* **EXERCISE REQUIREMENTS**
Go over each line of the entries below, count those with "Hlavní", and give only the count.

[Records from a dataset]
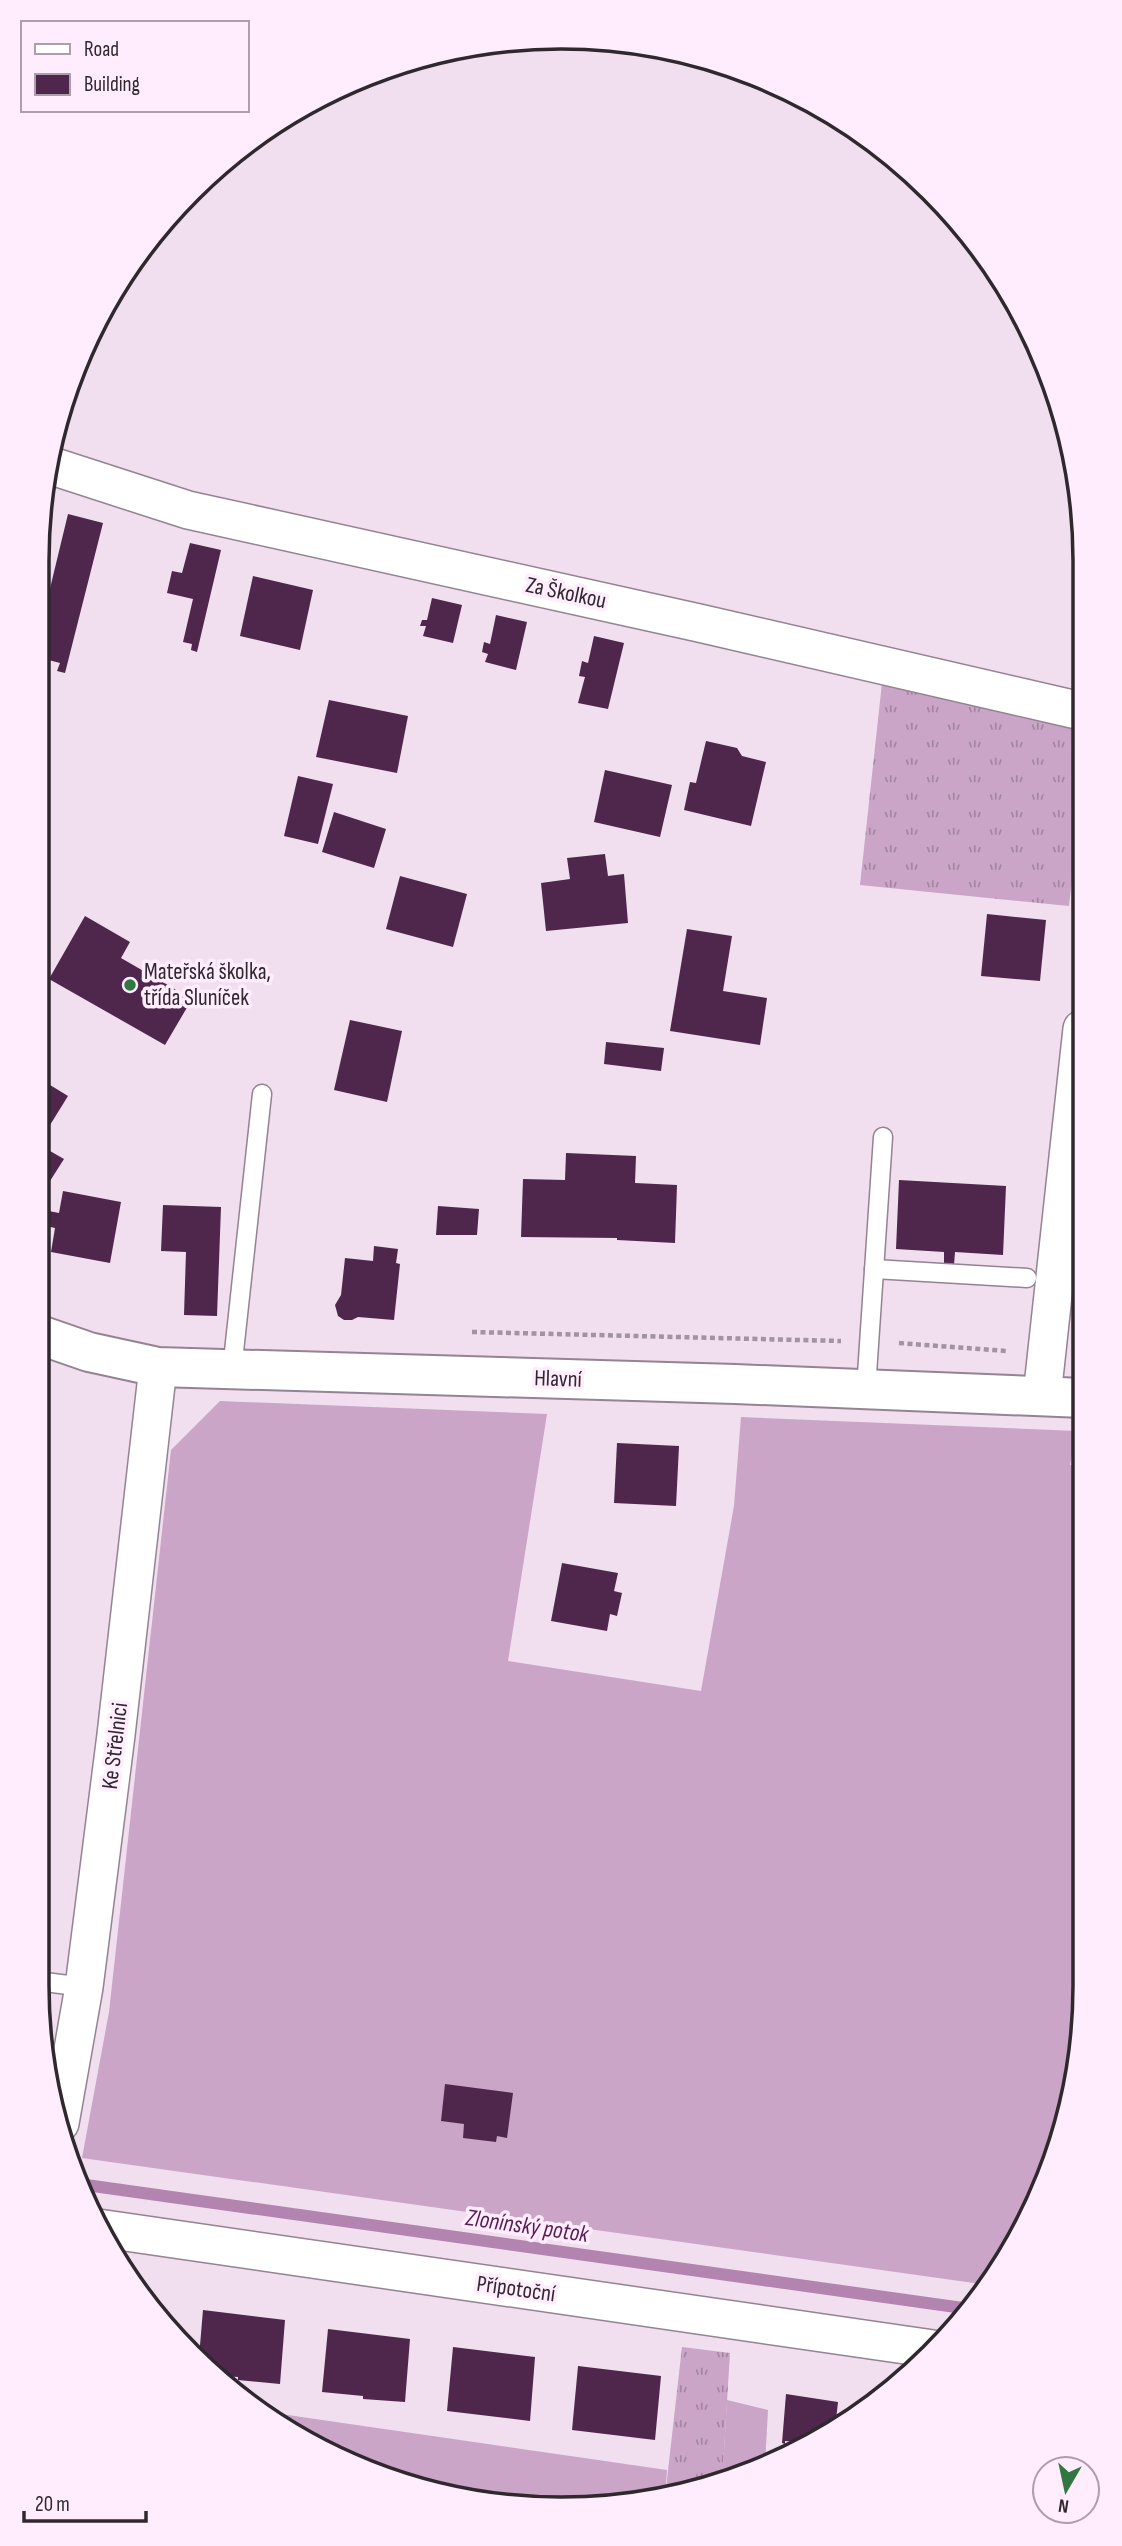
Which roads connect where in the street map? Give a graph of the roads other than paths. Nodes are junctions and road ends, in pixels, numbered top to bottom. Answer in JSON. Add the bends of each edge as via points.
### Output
{"nodes":[{"id":1,"x":58,"y":468,"type":"edge"},
{"id":2,"x":1073,"y":709,"type":"edge"},
{"id":3,"x":262,"y":1094,"type":"dead end"},
{"id":4,"x":1073,"y":1112,"type":"edge"},
{"id":5,"x":883,"y":1137,"type":"dead end"},
{"id":6,"x":874,"y":1269,"type":"junction"},
{"id":7,"x":1027,"y":1278,"type":"dead end"},
{"id":8,"x":49,"y":1338,"type":"edge"},
{"id":9,"x":158,"y":1367,"type":"junction"},
{"id":10,"x":232,"y":1370,"type":"junction"},
{"id":11,"x":866,"y":1389,"type":"junction"},
{"id":12,"x":1042,"y":1396,"type":"junction"},
{"id":13,"x":1073,"y":1398,"type":"edge"},
{"id":14,"x":49,"y":1983,"type":"edge"},
{"id":15,"x":84,"y":1987,"type":"junction"},
{"id":16,"x":63,"y":2105,"type":"edge"},
{"id":17,"x":112,"y":2230,"type":"edge"},
{"id":18,"x":923,"y":2347,"type":"edge"}],
"edges":[{"from":1,"to":2,"type":"street","name":"Za Školkou","via":[[188,510]]},
{"from":3,"to":10,"type":"lane"},
{"from":4,"to":12,"type":"street"},
{"from":5,"to":6,"type":"lane"},
{"from":6,"to":7,"type":"lane"},
{"from":6,"to":11,"type":"lane"},
{"from":8,"to":9,"type":"street","name":"Hlavní"},
{"from":9,"to":10,"type":"street","name":"Hlavní"},
{"from":9,"to":15,"type":"street","name":"Ke Střelnici"},
{"from":10,"to":11,"type":"street","name":"Hlavní"},
{"from":11,"to":12,"type":"street","name":"Hlavní"},
{"from":12,"to":13,"type":"street","name":"Hlavní"},
{"from":14,"to":15,"type":"lane"},
{"from":15,"to":16,"type":"street","name":"Ke Střelnici"},
{"from":17,"to":18,"type":"street","name":"Přípotoční"}]}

* **WORKED SOLUTION**
5